Could you retype every line below exactly, omitting the images?
** AVAILABLE DATA follows **
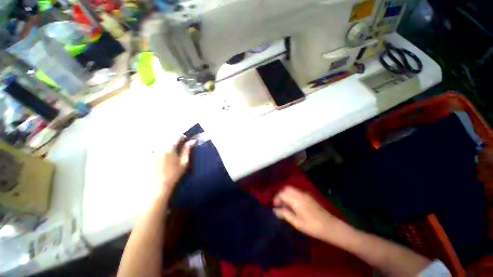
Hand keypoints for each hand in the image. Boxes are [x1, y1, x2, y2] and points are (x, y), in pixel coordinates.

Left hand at [156, 136, 194, 195]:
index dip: (183, 137)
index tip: (186, 140)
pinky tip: (166, 155)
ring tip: (173, 149)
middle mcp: (160, 146)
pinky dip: (161, 146)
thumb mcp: (184, 161)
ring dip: (168, 142)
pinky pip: (156, 146)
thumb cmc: (174, 173)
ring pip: (162, 140)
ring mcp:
** End of AVAILABLE DATA **
**ANSWER TO THIS TASK**
Hand keypoints for each hand in the image. Boxes are [x1, y1, x2, y2] and points are (x, y), in pixel coordinates.

Left hand at [156, 136, 194, 195]:
index dip: (183, 137)
index tip: (186, 140)
pinky tip: (166, 155)
ring tip: (173, 149)
middle mcp: (160, 146)
pinky dip: (161, 146)
thumb mcp: (184, 161)
ring dip: (168, 142)
pinky pip: (156, 146)
thumb cmc: (174, 173)
ring pip: (162, 140)
ring mcp:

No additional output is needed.